Only a few weeks ago, Apple quietly removed its traditional imperviousness to computer viruses from its “Why you’ll love a Mac” webpage. Until fairly recently, the fact that Apple products have largely avoided viral infections has been a major selling point, but its booming popularity both on the desktop and in mobile tech have left it increasingly vulnerable to digital misdeeds. And in spite of the many measures Apple takes to protect its app store from malware, last week one malicious app made its way past the goalie and became available to customers: Find and Call.
According to the security firm Kaspersky, Find and Call originated in Russia and is a Trojan that uploads a user’s phonebook to a remote server. When the app is opened for the first time, users sign in with an e-mail address and cell phone number, after which they’re asked to “find friends in a phone book.” The app then discreetly uploads contact data, and sends everyone in the user’s phone book a text message which reads: “Now I’m here and it’s easier to reach me with the help of a free application,” and contains a link to download the app. Naturally the text message in question appears to come from a trusted source.

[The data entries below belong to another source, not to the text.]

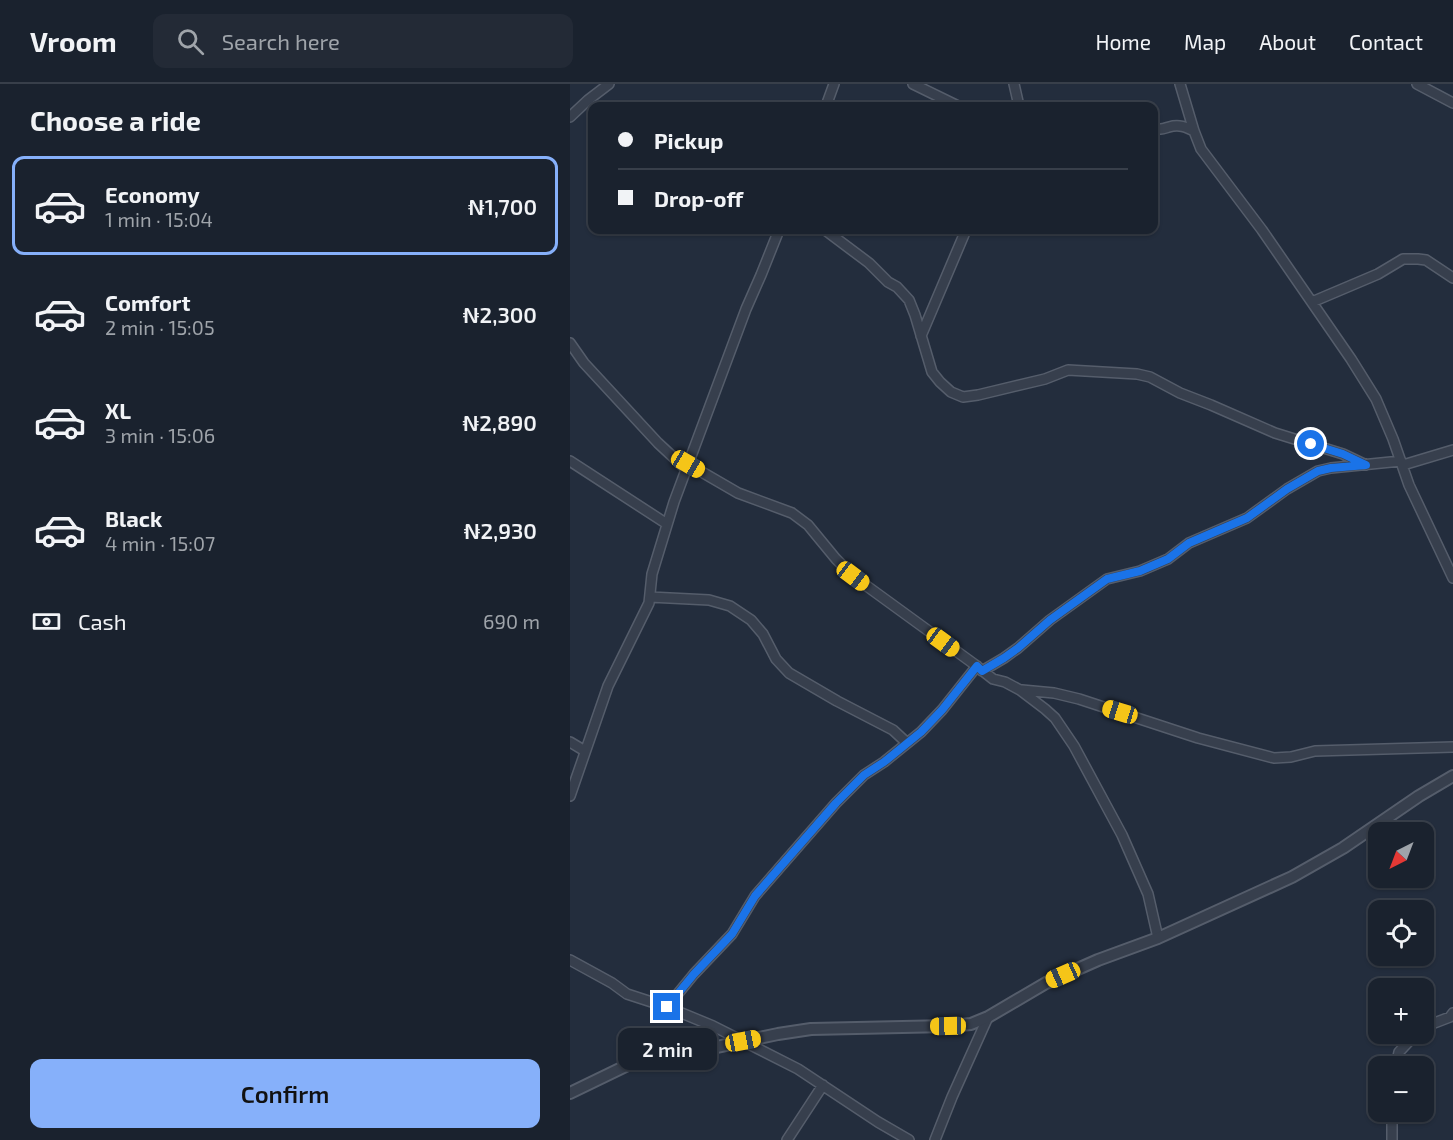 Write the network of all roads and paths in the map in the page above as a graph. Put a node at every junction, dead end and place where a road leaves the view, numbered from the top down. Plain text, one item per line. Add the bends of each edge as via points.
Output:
1 (609, 84) edge
2 (834, 84) edge
3 (913, 84) edge
4 (1014, 84) edge
5 (1180, 84) edge
6 (1417, 84) edge
7 (827, 102) edge
8 (950, 102) edge
9 (1017, 102) edge
10 (1453, 103) edge
11 (570, 117) edge
12 (1158, 129) edge
13 (1194, 131) junction
14 (777, 234) edge
15 (830, 234) edge
16 (964, 234) edge
17 (1453, 278) edge
18 (1312, 302) junction
19 (921, 336) junction
20 (570, 343) edge
21 (1453, 450) edge
22 (570, 461) edge
23 (1402, 463) junction
24 (1366, 465) junction
25 (687, 466) junction
26 (667, 524) junction
27 (1453, 578) edge
28 (650, 597) junction
29 (979, 669) junction
30 (1020, 690) junction
31 (570, 742) edge
32 (907, 743) junction
33 (1453, 747) edge
34 (585, 751) junction
35 (1453, 776) edge
36 (570, 796) edge
37 (1158, 938) junction
38 (570, 960) edge
39 (667, 1007) junction
40 (1453, 1013) edge
41 (988, 1017) junction
42 (1434, 1023) edge
43 (743, 1041) junction
44 (1407, 1044) edge
45 (1398, 1056) edge
46 (823, 1085) junction
47 (570, 1093) edge
48 (1392, 1122) edge
49 (787, 1140) edge
50 (909, 1140) edge
51 (935, 1140) edge
52 (1392, 1140) edge

1 - 11 street
2 - 7 street
3 - 8 street
4 - 9 street
5 - 13 street
6 - 10 street
12 - 13 street via 1178,125
13 - 18 street via 1210,161
14 - 25 street
15 - 19 street via 909,300
16 - 19 street
17 - 18 street via 1425,260 1403,259
18 - 23 street via 1376,399
19 - 24 street via 932,372 951,392 963,397 1068,370 1137,374 1275,433
20 - 25 street via 658,443
21 - 23 street
22 - 26 street
23 - 24 street
23 - 27 street
24 - 29 street via 1318,471 1247,518 1189,543 1168,559 1107,579 1011,653
25 - 26 street
25 - 29 street via 738,493 792,513 808,525 853,576
26 - 28 street via 652,574
28 - 32 street via 709,600 730,606 763,634 776,659 789,673 893,730
28 - 34 street via 608,686
29 - 30 street via 993,680
29 - 32 street
30 - 33 street via 1079,699 1274,758 1315,751
30 - 37 street via 1055,718 1074,746 1122,835 1148,894
31 - 34 street
32 - 39 street via 864,775 836,803 755,896 732,934
34 - 36 street
35 - 37 street via 1292,877
37 - 41 street via 1046,983
38 - 39 street via 627,994
39 - 43 street
40 - 42 street
41 - 43 street via 971,1024 948,1026 811,1029
41 - 51 street
43 - 46 street
43 - 47 street via 634,1062
44 - 45 street
46 - 49 street
46 - 50 street
48 - 52 street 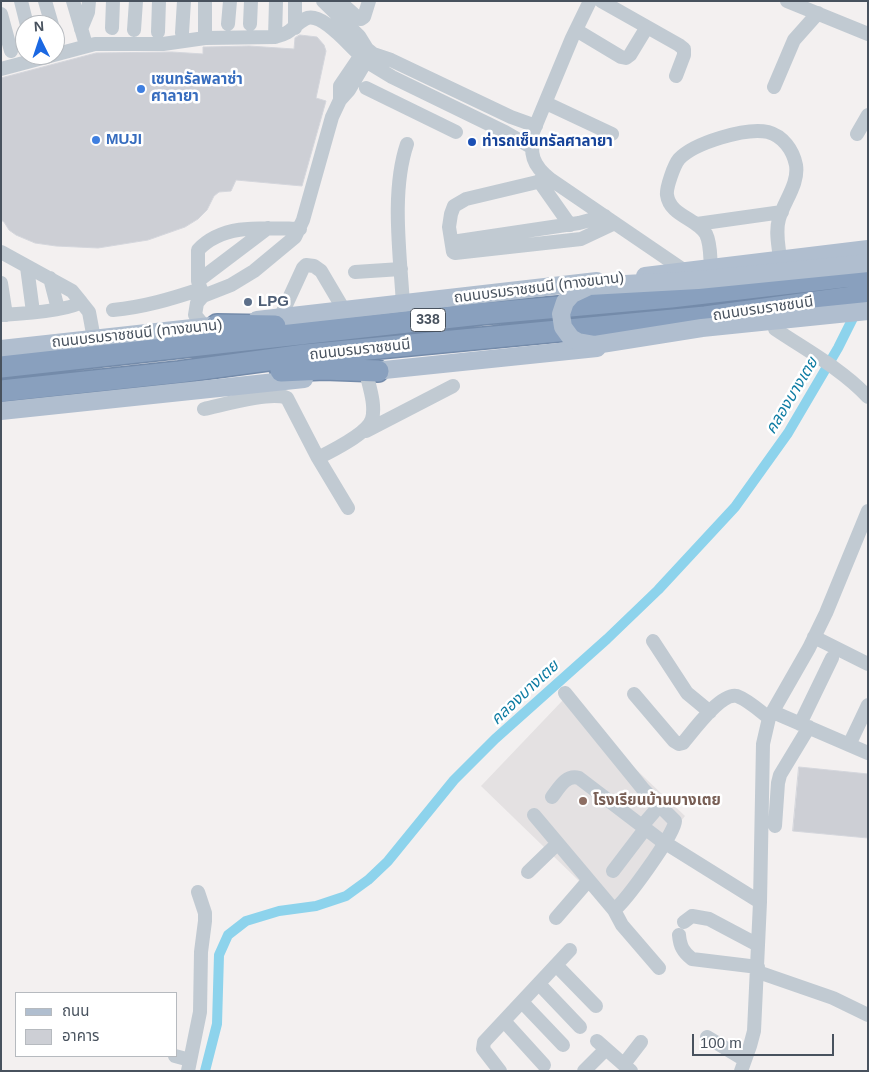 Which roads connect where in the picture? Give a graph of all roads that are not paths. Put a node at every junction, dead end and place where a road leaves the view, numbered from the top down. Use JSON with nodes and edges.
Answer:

This isn’t the first time Apple’s had issues with apps uploading private data in the background, though this is the first time it’s been done maliciously. As a result of both this and previous controversies concerning unapproved uploads, Apple announced that in a future update of iOS it will oblige apps to acquire explicit permission from users before it can access and upload a user’s data.
Of course, Find and Call can’t empty your bank accounts or steal your credit card numbers or sell your social security number, but malware is malware and the fact that this particular app made it past Apple’s gatekeepers is at least slightly settling. In any event, the best course is to remain vigilant: before downloading an app, read the reviews and check out other apps produced by the same company. Better safe than sorry!